Toward nightfall Ram Dass realized this was his answer. The powerful drug had no effect whatsoever on Baba; to him it was absolutely nothing.
Kate’s first session with Grandmother had been seven hours long. She’d lifted the “brick,” which was more like a scale on the side of a very large reptile, and gotten inside the world where Grandmother lived. It was as if Grandmother had been waiting thousands of years to take her onto her lap. The teaching had begun immediately.
But underneath the palapa in the jungle the same dose of yagé left her unmoved; she’d sat out the entire session wondering when it would begin for her. Other people were clearly on their trips. Armando and his apprentice shaman, Cosmi, were busy with their songs and rattles and fans and agua florida.

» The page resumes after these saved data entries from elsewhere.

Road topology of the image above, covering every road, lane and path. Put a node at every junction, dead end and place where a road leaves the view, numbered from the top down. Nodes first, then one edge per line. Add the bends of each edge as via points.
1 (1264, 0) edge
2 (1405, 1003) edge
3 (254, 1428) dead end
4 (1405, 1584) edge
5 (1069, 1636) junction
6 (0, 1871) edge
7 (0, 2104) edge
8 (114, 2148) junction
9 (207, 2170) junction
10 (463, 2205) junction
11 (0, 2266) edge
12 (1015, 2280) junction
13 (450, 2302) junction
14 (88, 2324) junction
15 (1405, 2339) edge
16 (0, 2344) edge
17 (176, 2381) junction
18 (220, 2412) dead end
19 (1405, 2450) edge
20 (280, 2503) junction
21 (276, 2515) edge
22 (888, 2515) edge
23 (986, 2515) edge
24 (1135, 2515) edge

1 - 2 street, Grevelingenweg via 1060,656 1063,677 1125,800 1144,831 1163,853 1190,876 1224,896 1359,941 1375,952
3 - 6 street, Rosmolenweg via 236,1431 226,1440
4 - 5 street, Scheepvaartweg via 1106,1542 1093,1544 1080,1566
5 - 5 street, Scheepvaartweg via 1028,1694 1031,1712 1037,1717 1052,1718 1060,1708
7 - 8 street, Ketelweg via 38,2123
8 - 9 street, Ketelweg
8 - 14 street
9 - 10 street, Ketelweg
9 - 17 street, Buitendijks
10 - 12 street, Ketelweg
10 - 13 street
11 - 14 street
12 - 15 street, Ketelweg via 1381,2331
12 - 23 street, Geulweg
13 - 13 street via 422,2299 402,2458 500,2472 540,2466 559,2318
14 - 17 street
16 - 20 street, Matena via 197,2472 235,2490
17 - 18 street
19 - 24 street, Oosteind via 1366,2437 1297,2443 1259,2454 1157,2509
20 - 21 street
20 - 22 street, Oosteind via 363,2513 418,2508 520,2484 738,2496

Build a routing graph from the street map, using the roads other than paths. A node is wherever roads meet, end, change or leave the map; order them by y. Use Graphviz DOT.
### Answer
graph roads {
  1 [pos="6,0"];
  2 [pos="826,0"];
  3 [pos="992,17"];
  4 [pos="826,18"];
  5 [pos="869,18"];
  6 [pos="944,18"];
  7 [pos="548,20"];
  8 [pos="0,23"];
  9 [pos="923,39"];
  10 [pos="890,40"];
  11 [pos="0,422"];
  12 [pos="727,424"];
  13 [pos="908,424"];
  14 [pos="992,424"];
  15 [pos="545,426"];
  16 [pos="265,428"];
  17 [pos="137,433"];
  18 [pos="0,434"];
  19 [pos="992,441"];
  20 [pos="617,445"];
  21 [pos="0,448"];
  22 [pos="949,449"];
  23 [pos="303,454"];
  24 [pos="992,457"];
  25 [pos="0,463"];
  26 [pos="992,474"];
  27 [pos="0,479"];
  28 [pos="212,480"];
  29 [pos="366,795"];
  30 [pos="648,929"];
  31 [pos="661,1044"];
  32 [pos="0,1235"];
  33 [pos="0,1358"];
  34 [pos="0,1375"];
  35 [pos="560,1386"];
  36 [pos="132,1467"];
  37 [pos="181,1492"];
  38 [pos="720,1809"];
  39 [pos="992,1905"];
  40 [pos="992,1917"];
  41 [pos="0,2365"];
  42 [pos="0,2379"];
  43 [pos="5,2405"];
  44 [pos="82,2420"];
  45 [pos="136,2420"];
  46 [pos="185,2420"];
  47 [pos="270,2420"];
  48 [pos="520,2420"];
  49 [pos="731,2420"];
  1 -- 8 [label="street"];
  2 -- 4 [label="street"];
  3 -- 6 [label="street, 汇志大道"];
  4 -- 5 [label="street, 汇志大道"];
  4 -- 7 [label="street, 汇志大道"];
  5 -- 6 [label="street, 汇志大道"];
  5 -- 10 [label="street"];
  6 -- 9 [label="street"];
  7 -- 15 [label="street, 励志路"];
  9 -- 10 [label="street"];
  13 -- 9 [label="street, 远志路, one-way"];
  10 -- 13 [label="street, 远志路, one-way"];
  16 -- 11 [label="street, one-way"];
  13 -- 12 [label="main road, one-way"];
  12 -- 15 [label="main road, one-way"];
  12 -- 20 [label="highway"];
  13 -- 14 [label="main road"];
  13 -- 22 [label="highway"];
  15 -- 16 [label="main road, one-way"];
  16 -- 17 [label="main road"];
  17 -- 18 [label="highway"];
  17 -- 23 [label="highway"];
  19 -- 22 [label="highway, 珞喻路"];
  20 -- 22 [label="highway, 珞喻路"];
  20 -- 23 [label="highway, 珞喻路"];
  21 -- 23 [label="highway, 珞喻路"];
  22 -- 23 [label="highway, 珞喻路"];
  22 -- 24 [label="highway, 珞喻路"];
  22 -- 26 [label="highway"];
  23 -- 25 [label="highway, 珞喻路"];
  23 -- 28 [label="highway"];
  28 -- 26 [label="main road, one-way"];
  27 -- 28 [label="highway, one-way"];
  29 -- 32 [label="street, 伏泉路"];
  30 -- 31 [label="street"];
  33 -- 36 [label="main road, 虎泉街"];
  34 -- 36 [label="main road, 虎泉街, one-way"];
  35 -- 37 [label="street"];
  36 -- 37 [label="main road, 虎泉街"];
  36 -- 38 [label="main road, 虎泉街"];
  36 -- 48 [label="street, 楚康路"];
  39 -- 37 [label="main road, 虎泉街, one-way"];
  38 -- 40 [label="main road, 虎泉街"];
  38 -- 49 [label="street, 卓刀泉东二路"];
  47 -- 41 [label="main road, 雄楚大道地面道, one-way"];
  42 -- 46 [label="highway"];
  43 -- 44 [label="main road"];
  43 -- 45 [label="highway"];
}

She watched it all as if it were a play.
Lalika was holding herself rigidly, as if sitting in a runaway train, when Kate looked at her. The white woman next to her, short and slender with light brown braids wound around her head, was tossing about in her seat, eyes closed, moaning and crying. She had been incested from the time she could barely crawl. She had never been able to own this until she worked with Anunu. Now she owned it at every opportunity and had discussed it quite calmly in the dugout canoe that brought them to the camp. There was a deeper layer of suffering to be explored though, apparently, and she, already battered, was resisting it.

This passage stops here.